Preventive management is meant to prevent developmental and educational delay. As we mentioned above, EEG abnormalities, urogenital disorders and ophthalmological disorders seem to be more common in triple X syndrome and require clinical attention (Table 2). We recommend regular neuropsychological and linguistic testing using test batteries suited to the consecutive age groups. Our threshold for a thorough assessment is even lower than that recommended by others.139 It is our clinical experience that developmental, behavioural or educational difficulties are often caused by linguistic, auditory and neurocognitive disorders as well as a lack of awareness and understanding on the part of clinicians, parents, teachers, etc. (Table 3).

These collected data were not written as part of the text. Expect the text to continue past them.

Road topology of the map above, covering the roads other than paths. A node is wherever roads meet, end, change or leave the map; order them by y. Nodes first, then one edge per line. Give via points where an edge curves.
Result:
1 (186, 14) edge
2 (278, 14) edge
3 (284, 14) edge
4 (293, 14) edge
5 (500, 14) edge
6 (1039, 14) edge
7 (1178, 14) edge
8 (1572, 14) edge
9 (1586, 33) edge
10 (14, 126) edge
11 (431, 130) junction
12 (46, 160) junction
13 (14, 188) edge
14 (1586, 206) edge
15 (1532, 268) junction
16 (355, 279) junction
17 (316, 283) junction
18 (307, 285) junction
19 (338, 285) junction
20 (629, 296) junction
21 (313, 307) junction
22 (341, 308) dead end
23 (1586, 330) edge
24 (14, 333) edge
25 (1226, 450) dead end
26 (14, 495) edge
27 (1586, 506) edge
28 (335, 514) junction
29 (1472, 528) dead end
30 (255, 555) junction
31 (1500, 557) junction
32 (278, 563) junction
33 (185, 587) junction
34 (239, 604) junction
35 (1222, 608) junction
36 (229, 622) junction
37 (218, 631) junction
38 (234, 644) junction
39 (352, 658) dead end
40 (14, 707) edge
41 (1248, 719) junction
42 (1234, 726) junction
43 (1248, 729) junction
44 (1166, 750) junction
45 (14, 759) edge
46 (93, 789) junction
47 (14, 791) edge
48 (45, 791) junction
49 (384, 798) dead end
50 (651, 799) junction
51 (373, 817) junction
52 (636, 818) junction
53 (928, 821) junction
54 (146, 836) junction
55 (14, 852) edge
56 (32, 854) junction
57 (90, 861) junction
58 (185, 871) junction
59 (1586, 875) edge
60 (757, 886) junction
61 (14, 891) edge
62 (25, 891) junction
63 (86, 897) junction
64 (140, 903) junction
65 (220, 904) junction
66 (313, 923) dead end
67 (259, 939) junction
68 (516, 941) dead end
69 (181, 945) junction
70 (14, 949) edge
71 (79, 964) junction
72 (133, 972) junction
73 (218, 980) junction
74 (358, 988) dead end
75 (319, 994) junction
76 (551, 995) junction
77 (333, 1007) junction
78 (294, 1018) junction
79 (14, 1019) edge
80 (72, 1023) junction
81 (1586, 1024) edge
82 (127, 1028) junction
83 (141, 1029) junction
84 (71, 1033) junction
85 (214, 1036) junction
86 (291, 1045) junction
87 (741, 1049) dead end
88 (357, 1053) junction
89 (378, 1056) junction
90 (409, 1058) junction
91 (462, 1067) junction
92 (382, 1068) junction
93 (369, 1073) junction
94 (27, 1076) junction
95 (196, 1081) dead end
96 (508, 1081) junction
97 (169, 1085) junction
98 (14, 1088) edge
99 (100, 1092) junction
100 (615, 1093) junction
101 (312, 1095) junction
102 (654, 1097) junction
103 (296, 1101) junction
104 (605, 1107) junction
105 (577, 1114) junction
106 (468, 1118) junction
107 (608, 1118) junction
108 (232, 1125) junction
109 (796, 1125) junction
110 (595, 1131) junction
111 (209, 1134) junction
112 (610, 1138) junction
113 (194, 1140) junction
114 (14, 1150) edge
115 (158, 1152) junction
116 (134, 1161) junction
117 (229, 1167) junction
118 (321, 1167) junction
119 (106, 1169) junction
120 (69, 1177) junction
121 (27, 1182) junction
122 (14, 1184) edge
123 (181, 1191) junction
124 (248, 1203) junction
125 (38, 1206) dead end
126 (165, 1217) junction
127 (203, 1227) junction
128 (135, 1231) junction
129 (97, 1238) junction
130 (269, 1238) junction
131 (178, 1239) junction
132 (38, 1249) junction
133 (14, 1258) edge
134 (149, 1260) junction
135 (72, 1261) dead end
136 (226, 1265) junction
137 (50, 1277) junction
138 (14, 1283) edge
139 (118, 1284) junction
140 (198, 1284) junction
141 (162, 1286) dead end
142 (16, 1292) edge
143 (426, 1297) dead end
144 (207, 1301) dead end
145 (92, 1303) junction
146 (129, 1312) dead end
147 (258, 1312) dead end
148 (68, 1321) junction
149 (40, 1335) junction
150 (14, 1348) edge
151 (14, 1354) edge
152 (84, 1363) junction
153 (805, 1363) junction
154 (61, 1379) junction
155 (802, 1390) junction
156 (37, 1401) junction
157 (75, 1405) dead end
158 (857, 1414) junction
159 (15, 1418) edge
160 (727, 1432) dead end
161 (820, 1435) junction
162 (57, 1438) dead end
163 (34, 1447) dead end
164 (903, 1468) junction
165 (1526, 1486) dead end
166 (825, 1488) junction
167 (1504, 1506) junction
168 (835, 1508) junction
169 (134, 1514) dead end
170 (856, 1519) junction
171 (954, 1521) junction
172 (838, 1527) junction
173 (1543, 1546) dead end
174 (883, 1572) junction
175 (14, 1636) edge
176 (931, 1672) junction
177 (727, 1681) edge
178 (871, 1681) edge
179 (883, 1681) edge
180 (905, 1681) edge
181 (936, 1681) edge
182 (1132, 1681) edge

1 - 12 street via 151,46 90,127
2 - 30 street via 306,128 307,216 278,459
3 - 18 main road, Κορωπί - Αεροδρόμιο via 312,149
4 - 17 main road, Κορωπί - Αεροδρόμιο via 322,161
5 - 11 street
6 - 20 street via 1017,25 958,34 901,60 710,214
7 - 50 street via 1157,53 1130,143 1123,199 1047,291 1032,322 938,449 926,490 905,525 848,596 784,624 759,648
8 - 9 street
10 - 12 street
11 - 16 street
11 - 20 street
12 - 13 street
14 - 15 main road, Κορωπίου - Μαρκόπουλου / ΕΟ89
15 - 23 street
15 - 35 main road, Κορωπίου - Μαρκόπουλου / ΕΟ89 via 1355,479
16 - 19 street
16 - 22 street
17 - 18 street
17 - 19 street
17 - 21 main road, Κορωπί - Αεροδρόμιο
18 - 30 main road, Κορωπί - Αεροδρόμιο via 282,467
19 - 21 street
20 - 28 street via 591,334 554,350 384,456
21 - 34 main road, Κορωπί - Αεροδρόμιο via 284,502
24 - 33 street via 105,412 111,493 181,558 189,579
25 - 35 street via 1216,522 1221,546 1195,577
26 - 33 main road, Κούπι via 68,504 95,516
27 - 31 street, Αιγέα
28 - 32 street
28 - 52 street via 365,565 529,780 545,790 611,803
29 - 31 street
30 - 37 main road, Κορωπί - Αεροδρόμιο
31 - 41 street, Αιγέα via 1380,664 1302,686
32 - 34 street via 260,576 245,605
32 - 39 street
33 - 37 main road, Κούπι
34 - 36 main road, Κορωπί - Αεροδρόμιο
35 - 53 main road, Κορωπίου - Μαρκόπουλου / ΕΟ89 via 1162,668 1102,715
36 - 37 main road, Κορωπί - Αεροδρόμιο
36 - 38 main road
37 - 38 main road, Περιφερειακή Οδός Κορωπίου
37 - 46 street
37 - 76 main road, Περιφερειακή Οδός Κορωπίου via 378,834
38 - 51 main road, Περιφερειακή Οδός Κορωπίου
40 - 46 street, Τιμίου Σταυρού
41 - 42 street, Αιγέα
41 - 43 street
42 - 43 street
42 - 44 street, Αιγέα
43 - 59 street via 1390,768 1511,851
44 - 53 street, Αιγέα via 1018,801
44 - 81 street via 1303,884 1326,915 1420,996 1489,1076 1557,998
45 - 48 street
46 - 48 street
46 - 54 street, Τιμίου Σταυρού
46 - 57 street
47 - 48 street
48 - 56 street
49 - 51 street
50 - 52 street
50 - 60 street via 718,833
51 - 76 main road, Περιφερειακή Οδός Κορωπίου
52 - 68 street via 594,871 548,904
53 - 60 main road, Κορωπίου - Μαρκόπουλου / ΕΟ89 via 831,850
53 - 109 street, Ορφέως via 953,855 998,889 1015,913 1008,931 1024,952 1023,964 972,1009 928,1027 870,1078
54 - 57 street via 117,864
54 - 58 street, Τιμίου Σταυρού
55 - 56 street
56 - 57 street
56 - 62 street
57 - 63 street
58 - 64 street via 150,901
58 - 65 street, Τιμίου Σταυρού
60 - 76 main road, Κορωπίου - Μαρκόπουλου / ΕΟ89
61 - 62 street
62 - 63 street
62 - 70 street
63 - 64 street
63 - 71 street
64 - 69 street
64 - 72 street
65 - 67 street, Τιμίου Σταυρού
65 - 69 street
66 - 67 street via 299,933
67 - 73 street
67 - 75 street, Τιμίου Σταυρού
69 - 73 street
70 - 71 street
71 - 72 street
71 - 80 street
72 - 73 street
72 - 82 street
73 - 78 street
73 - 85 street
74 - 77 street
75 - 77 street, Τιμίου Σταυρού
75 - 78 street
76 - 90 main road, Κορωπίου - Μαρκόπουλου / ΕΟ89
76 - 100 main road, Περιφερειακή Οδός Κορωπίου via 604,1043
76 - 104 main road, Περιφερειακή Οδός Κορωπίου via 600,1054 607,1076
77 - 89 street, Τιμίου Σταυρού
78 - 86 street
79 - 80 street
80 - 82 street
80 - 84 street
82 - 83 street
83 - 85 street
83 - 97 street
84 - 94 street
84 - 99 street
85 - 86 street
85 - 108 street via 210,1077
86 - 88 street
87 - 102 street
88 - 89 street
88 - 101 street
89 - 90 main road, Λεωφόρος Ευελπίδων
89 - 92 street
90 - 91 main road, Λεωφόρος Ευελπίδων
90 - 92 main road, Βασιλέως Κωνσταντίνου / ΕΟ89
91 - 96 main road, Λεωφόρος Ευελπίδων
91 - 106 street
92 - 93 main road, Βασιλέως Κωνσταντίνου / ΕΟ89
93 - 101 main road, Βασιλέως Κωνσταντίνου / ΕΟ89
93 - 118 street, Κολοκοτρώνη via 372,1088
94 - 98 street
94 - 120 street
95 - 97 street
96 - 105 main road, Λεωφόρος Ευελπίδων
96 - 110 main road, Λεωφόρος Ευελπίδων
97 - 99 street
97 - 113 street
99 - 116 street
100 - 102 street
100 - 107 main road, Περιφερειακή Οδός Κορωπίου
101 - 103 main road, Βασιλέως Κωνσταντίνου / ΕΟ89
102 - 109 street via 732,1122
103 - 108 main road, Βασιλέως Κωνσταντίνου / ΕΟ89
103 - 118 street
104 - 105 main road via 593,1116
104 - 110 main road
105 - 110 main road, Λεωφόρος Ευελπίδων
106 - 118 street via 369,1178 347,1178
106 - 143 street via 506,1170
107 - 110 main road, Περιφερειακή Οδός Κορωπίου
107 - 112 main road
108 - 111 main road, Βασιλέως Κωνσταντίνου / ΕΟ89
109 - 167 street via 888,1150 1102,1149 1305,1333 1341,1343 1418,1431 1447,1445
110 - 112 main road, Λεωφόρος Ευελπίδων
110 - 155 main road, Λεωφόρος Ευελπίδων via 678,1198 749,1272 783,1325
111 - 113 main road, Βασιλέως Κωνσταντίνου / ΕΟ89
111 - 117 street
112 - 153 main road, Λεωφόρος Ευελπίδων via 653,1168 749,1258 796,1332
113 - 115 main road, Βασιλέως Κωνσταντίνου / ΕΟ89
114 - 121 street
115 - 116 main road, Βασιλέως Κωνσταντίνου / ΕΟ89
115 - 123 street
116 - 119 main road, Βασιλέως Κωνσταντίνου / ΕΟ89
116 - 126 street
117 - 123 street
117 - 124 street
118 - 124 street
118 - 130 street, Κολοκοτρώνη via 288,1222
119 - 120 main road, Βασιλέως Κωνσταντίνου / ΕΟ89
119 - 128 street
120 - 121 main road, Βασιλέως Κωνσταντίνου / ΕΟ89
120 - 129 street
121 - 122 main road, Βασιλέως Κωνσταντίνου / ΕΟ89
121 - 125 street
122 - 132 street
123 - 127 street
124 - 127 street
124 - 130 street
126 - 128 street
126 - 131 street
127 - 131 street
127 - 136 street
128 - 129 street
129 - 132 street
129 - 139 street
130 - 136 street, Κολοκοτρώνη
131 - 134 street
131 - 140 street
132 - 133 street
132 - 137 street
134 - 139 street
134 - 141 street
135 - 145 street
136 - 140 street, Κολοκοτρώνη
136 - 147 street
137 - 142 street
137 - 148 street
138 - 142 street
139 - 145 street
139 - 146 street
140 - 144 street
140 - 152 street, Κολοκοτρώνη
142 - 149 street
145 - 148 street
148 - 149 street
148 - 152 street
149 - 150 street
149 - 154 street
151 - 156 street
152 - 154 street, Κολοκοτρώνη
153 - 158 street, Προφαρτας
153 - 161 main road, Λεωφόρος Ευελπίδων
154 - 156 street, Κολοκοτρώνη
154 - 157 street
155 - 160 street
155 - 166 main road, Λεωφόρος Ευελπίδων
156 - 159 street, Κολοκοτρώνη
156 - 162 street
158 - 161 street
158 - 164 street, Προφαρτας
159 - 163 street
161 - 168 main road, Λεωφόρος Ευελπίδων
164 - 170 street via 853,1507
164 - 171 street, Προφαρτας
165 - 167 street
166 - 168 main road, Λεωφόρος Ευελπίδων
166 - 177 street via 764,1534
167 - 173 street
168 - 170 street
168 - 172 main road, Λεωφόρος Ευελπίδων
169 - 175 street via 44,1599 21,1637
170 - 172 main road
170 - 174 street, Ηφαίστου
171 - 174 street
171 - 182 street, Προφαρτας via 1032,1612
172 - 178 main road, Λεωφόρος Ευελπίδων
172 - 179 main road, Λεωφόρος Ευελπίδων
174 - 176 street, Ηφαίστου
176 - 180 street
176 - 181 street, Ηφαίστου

Table 3 Preventive management

Conclusion

Triple X syndrome is a syndrome with a high level of variety in the physical and behavioural phenotype. Triple X syndrome is not rare, but it is often undiagnosed. Notwithstanding the relatively high prevalence of triple X syndrome, there are many issues yet to be studied in physical and behavioural development up to old age.

First of all, it would be interesting to continue the follow-up of the girls from the unbiased longitudinal studies and start new cohorts of longitudinal studies. In psychiatric research, it would be interesting to study the relation between low self-esteem and paranoid ideations. In addition, the relations between auditory-processing disorders, language development and the development of social cognition may yield insight into the development of difficulties in forming satisfying relationships and how to treat disorders in this area.

Triple X syndrome may serve as a model for studying the physical and behavioural aspects of developmental delay. The process of X chromosome inactivation in trisomy X and other scientific issues require further study. In this field, insight into the pathology may yield more insight into the physiology.

Above all, further study is needed to establish evidence-based treatment and support protocols in physical treatments (endocrinological treatment, fertility issues and treatment in cases with EEG anomalies in relation to behaviour, etc.), educational support, psychiatric diagnosis and treatment, and psychological treatment, such as psychotherapy and family therapy.